Freedom is the fifteenth studio album by the American rock band Journey, released on July 8, 2022, through BMG Rights Management and Frontiers Records. It is the band's second album to date not to feature founding bassist Ross Valory, who was dismissed in 2020; he is replaced by Randy Jackson, who was last on Raised on Radio (1986). With fifteen songs and a run time of one hour and thirteen minutes, it is the longest Journey album ever released, excluding compilations.

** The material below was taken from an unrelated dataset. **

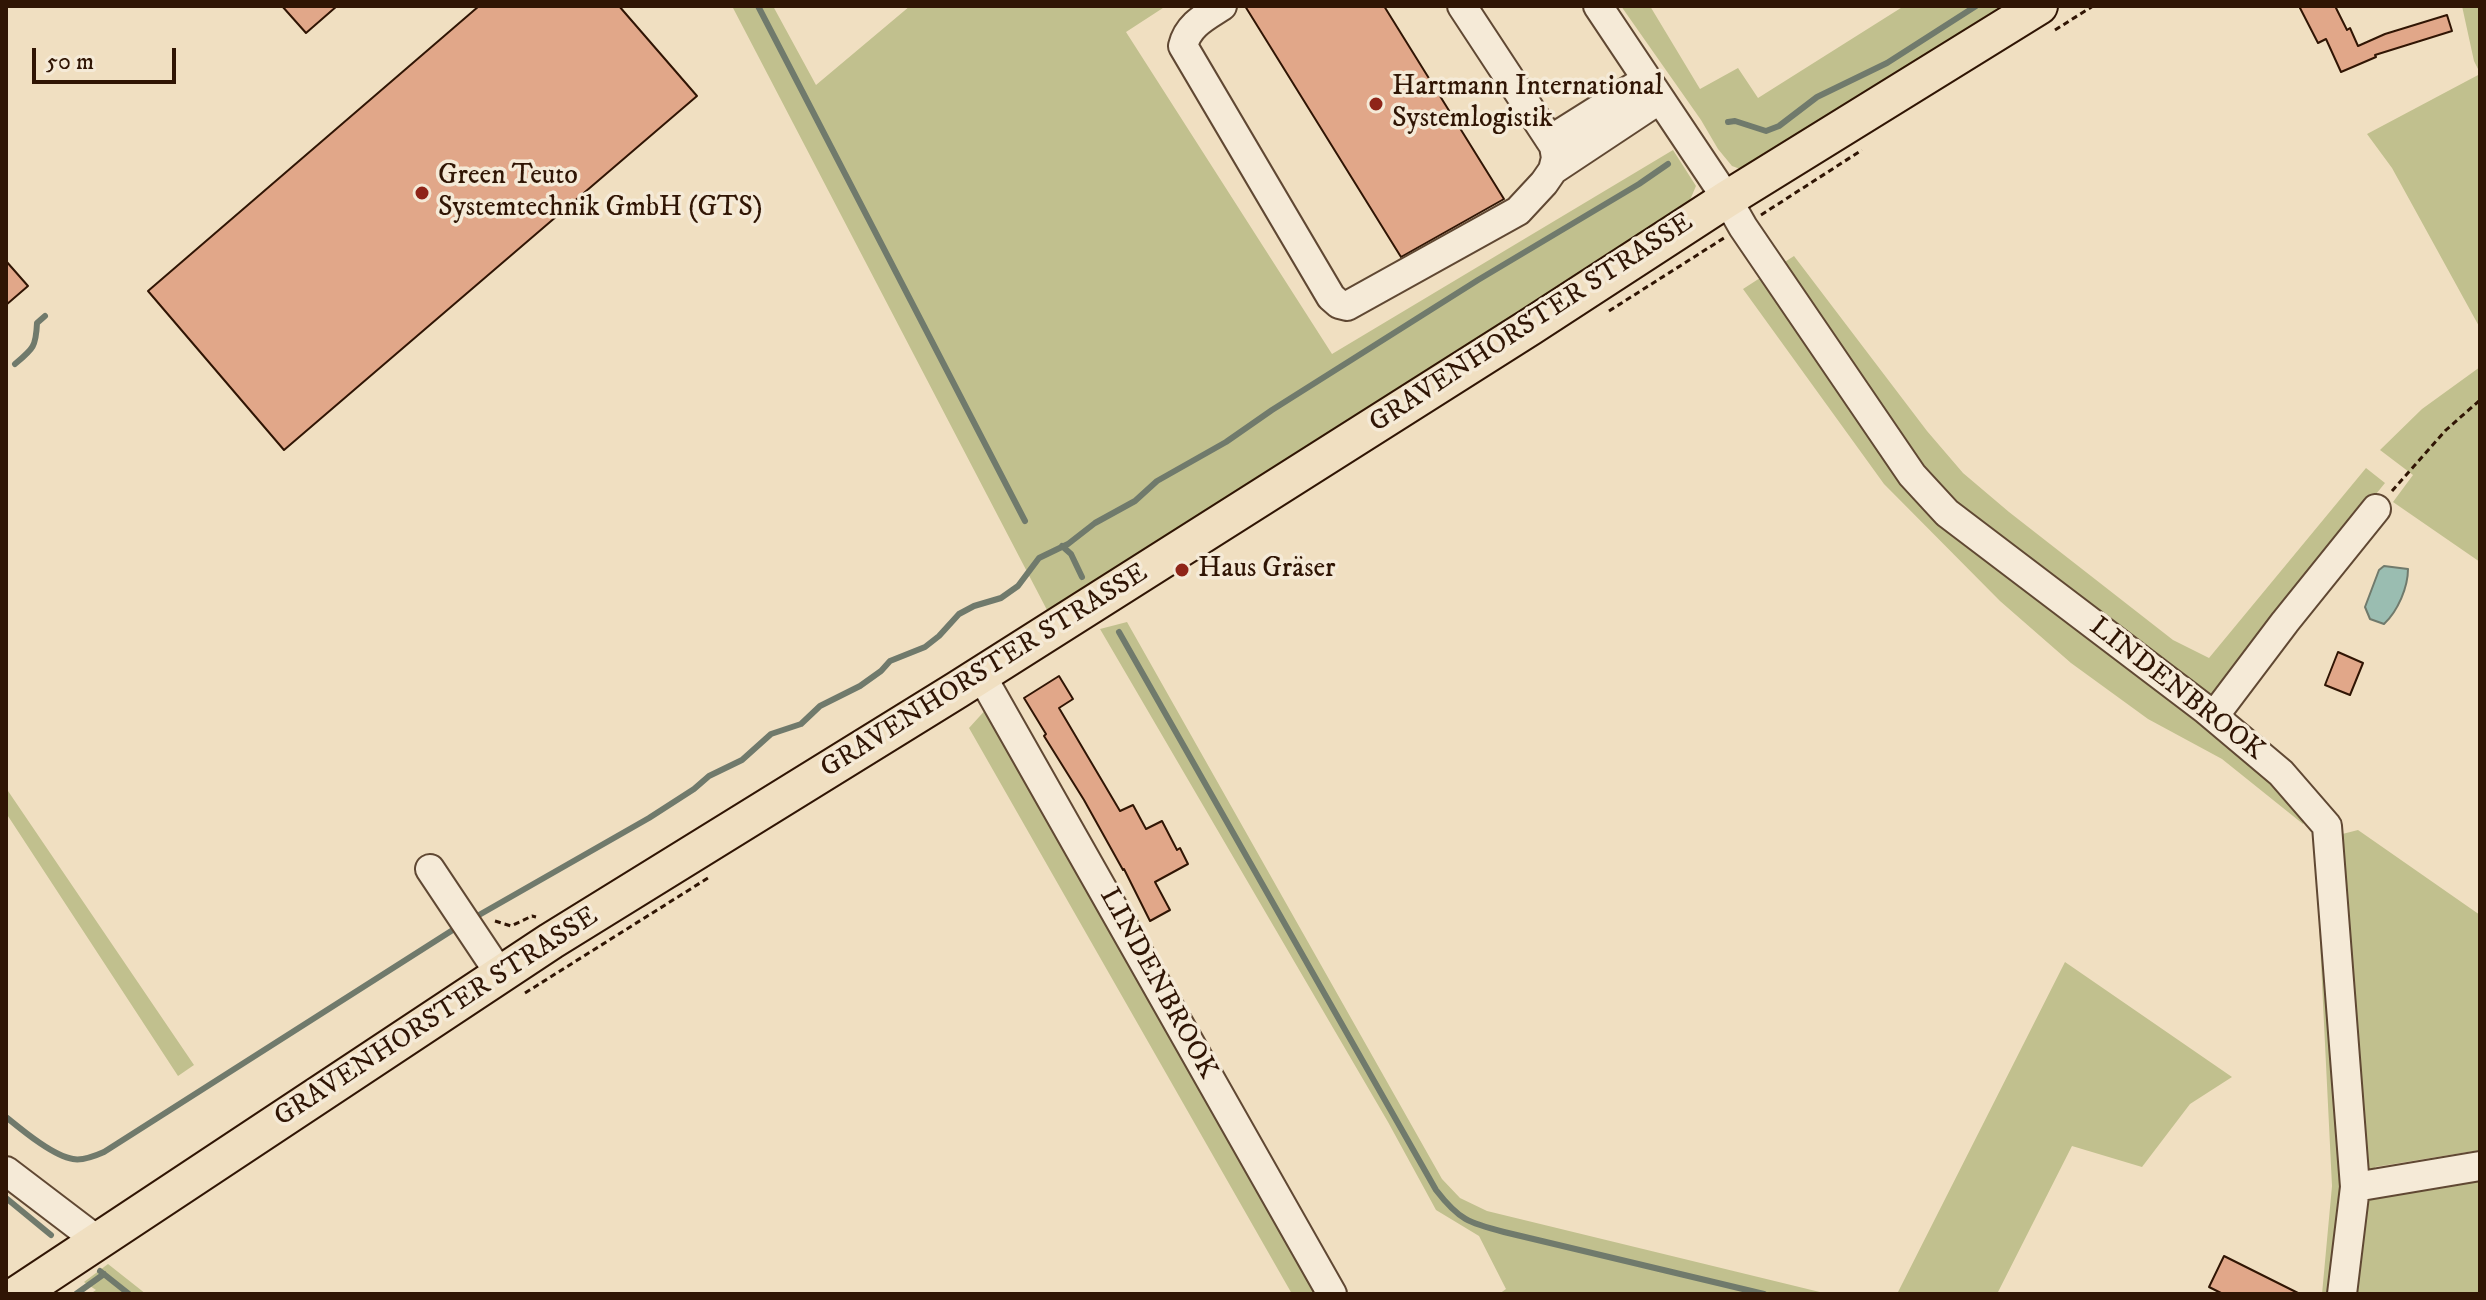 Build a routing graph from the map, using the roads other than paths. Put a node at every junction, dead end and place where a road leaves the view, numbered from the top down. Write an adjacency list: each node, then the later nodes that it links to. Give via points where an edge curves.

Upon its release Freedom received mixed critical reviews – despite the performances and musicianship receiving near-universal praise, criticism was directed at its production, mixing and length.

Background and title
The album's 11-year gap from Eclipse (2011) marked the longest between two Journey albums to date. It is the only Journey album to feature drummer and producer Narada Michael Walden, as well as the first album to feature bassist Randy Jackson since Raised on Radio (1986).  Both departed the group before its release. 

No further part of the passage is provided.